* TASK INSTRUCTIONS:
Find every line in the entries that holds the string "nodes" and report it.

* RECORDS SUPPLIED:
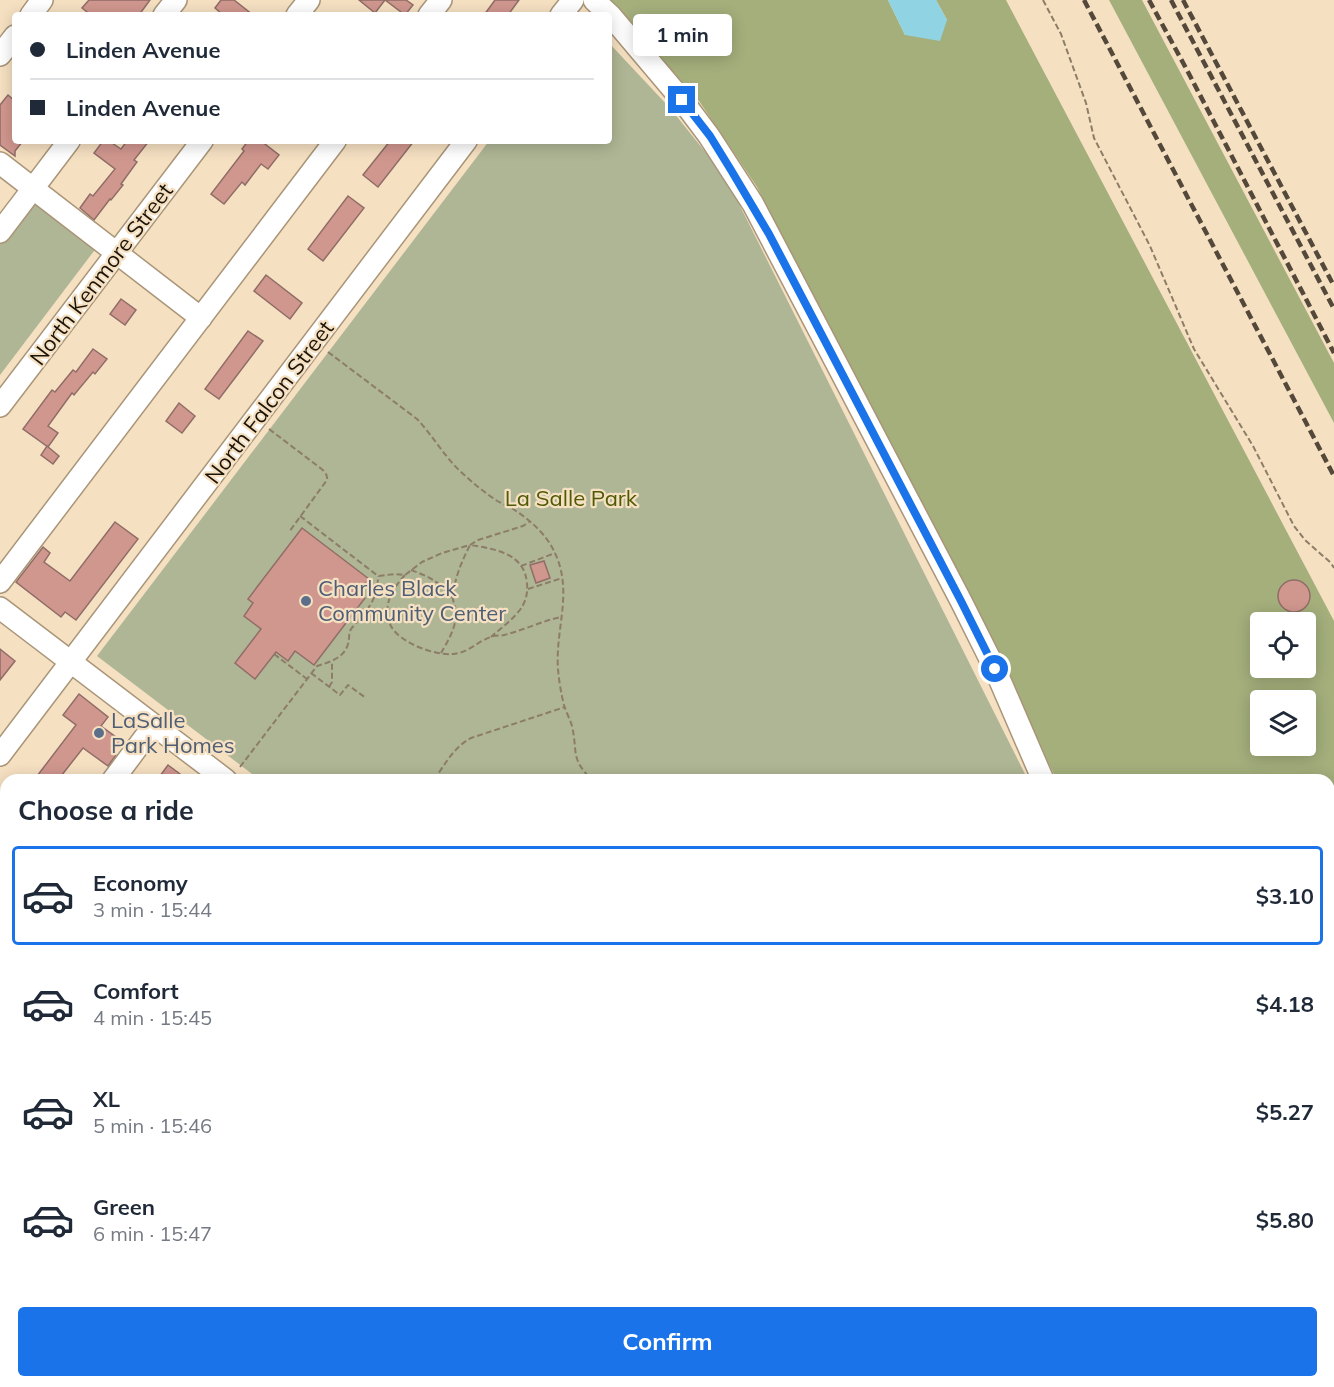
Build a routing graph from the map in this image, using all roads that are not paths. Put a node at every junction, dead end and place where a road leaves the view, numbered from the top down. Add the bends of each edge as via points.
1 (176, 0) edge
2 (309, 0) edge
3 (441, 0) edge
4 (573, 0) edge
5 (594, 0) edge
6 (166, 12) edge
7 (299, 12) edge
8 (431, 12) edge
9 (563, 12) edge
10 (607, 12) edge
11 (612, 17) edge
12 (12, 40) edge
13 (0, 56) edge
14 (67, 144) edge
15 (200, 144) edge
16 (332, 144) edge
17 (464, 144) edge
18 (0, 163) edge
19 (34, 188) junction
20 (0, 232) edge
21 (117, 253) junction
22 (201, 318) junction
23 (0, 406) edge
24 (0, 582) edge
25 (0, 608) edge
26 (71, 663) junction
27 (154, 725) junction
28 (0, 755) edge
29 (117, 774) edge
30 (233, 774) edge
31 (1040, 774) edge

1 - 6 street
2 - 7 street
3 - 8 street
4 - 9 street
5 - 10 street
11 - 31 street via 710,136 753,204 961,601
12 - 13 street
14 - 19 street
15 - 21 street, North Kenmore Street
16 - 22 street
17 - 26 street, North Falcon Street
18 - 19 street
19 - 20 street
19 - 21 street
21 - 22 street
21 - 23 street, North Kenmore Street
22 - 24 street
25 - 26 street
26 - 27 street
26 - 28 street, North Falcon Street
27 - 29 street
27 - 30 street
==
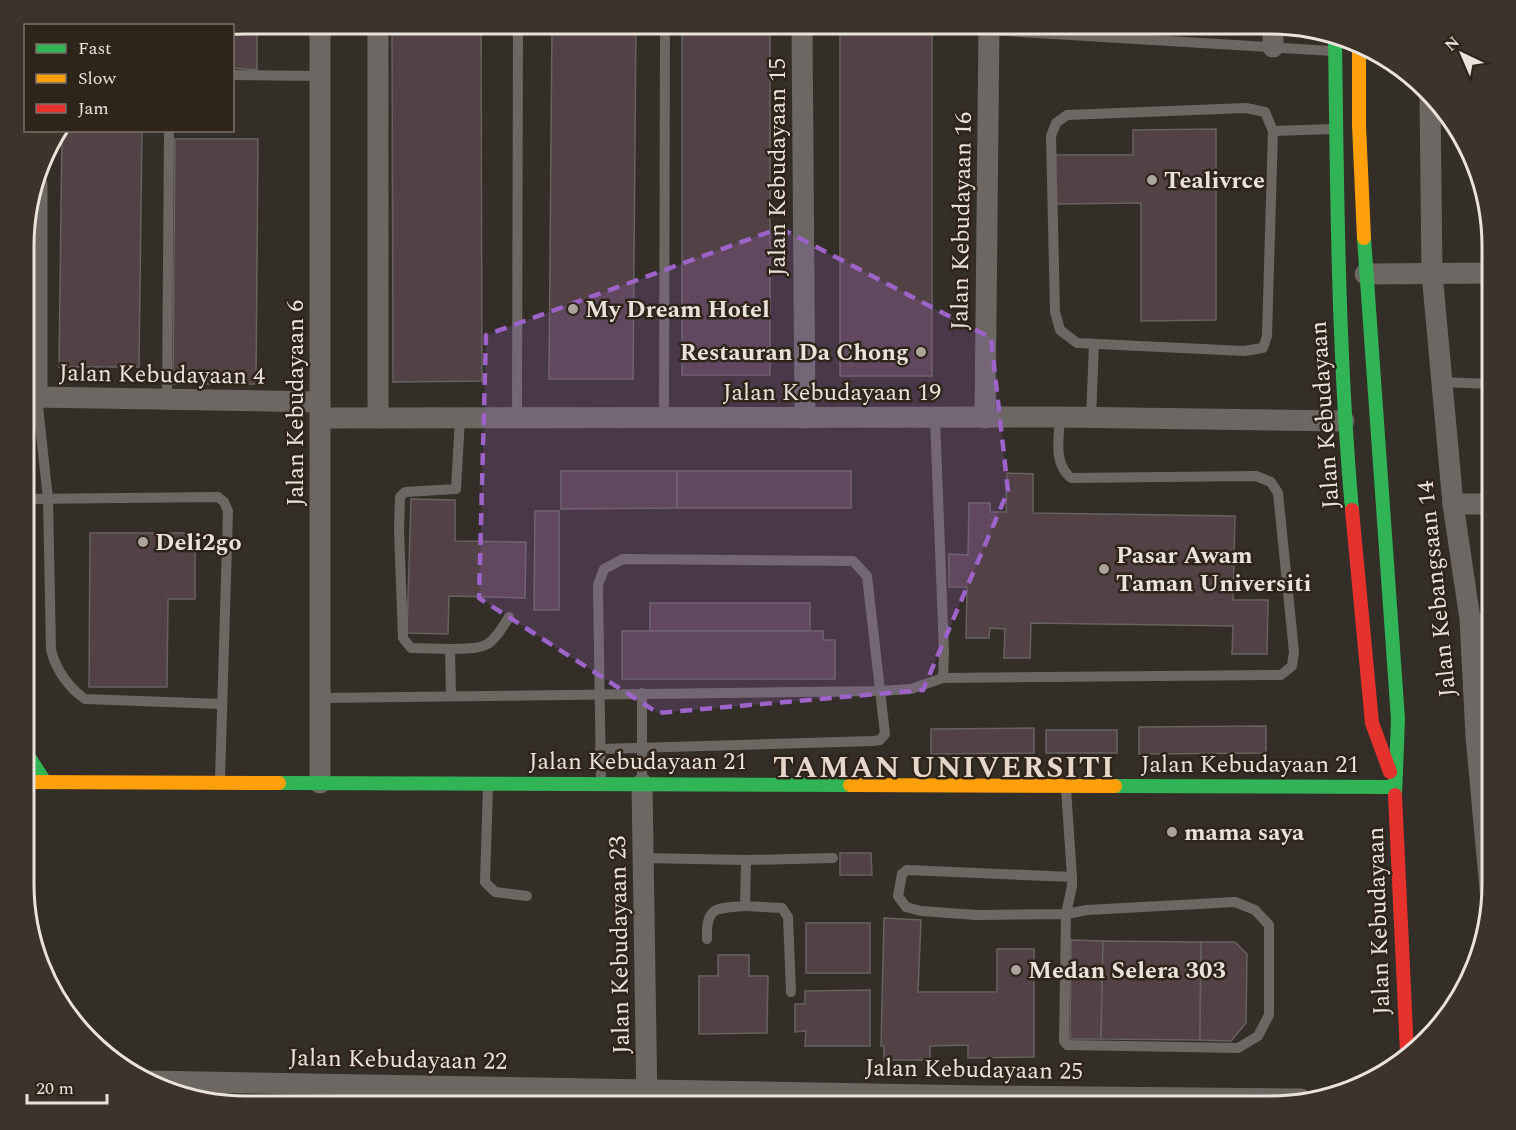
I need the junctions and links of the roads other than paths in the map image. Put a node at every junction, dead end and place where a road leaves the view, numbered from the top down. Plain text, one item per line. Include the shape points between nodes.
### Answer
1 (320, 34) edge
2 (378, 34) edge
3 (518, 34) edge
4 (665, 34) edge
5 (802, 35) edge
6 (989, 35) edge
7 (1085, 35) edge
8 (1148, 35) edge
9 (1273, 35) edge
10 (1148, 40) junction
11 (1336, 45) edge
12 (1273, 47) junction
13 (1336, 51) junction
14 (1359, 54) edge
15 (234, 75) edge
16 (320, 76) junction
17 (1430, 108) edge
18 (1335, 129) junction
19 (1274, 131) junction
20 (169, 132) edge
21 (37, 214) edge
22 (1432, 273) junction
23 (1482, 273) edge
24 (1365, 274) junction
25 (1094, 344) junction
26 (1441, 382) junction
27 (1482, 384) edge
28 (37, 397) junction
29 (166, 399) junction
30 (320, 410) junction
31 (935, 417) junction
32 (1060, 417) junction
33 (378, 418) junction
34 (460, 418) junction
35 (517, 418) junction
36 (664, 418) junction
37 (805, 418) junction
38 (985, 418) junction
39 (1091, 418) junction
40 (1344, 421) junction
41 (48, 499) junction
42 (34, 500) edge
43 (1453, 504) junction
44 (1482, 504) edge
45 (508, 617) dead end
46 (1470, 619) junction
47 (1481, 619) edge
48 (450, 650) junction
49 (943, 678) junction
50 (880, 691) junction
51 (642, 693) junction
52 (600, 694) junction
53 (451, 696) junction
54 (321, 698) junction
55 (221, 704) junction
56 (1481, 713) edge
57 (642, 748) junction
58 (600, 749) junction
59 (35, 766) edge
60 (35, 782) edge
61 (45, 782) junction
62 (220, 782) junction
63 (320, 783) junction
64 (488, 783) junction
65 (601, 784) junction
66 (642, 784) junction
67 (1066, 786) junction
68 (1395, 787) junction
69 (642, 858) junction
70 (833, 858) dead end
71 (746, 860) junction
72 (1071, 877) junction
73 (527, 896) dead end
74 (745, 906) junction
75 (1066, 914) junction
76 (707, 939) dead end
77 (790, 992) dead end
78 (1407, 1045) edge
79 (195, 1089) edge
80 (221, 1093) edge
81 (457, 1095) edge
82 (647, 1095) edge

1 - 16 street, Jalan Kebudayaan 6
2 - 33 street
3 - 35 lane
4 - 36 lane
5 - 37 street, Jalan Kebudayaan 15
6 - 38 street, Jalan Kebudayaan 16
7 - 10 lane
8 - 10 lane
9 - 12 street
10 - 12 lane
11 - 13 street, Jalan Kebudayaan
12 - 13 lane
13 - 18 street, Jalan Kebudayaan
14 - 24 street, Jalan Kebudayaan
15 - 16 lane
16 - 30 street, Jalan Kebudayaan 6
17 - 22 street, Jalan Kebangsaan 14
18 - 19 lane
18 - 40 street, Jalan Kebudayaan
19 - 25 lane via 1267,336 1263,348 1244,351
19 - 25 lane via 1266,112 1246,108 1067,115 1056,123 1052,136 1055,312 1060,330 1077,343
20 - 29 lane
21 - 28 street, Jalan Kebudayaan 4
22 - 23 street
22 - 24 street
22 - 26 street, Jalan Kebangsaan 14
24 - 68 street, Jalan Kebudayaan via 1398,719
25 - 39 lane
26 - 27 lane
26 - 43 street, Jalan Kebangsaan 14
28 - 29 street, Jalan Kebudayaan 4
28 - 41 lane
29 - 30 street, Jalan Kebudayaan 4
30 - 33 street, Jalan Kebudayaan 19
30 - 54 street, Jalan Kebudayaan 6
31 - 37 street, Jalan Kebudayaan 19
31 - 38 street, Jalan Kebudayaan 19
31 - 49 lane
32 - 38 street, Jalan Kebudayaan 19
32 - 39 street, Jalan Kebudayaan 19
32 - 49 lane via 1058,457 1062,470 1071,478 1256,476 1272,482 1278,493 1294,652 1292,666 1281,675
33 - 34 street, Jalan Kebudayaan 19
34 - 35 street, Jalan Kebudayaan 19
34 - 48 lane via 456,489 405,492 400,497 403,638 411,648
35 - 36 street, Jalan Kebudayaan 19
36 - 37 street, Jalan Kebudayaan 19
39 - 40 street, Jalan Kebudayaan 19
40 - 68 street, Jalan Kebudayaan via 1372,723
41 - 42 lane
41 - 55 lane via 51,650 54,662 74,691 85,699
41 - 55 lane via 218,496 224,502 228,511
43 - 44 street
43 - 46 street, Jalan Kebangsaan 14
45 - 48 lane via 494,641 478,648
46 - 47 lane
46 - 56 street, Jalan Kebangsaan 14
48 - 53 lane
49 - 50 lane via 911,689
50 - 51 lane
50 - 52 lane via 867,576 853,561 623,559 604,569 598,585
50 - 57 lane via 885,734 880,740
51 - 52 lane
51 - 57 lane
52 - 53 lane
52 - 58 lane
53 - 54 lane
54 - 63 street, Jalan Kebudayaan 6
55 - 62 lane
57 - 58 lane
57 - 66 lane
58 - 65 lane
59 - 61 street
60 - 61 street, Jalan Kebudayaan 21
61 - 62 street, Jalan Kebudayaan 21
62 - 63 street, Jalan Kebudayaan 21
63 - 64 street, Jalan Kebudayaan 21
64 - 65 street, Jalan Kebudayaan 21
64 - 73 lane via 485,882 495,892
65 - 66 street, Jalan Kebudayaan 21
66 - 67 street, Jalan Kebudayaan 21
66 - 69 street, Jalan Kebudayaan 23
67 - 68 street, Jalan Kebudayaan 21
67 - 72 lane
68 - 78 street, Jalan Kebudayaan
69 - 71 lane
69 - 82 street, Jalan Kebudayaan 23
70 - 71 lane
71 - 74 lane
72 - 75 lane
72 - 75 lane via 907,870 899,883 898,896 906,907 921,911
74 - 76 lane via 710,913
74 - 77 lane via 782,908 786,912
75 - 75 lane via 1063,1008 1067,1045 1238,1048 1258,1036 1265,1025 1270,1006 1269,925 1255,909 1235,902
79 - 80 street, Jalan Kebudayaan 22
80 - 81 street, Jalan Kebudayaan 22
--
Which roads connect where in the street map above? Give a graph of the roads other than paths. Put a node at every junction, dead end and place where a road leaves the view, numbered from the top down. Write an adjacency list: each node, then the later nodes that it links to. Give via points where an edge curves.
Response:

* RESULT:
I need the junctions and links of the roads other than paths in the map image. Put a node at every junction, dead end and place where a road leaves the view, numbered from the top down. Plain text, one item per line. Include the shape points between nodes.
Which roads connect where in the street map above? Give a graph of the roads other than paths. Put a node at every junction, dead end and place where a road leaves the view, numbered from the top down. Write an adjacency list: each node, then the later nodes that it links to. Give via points where an edge curves.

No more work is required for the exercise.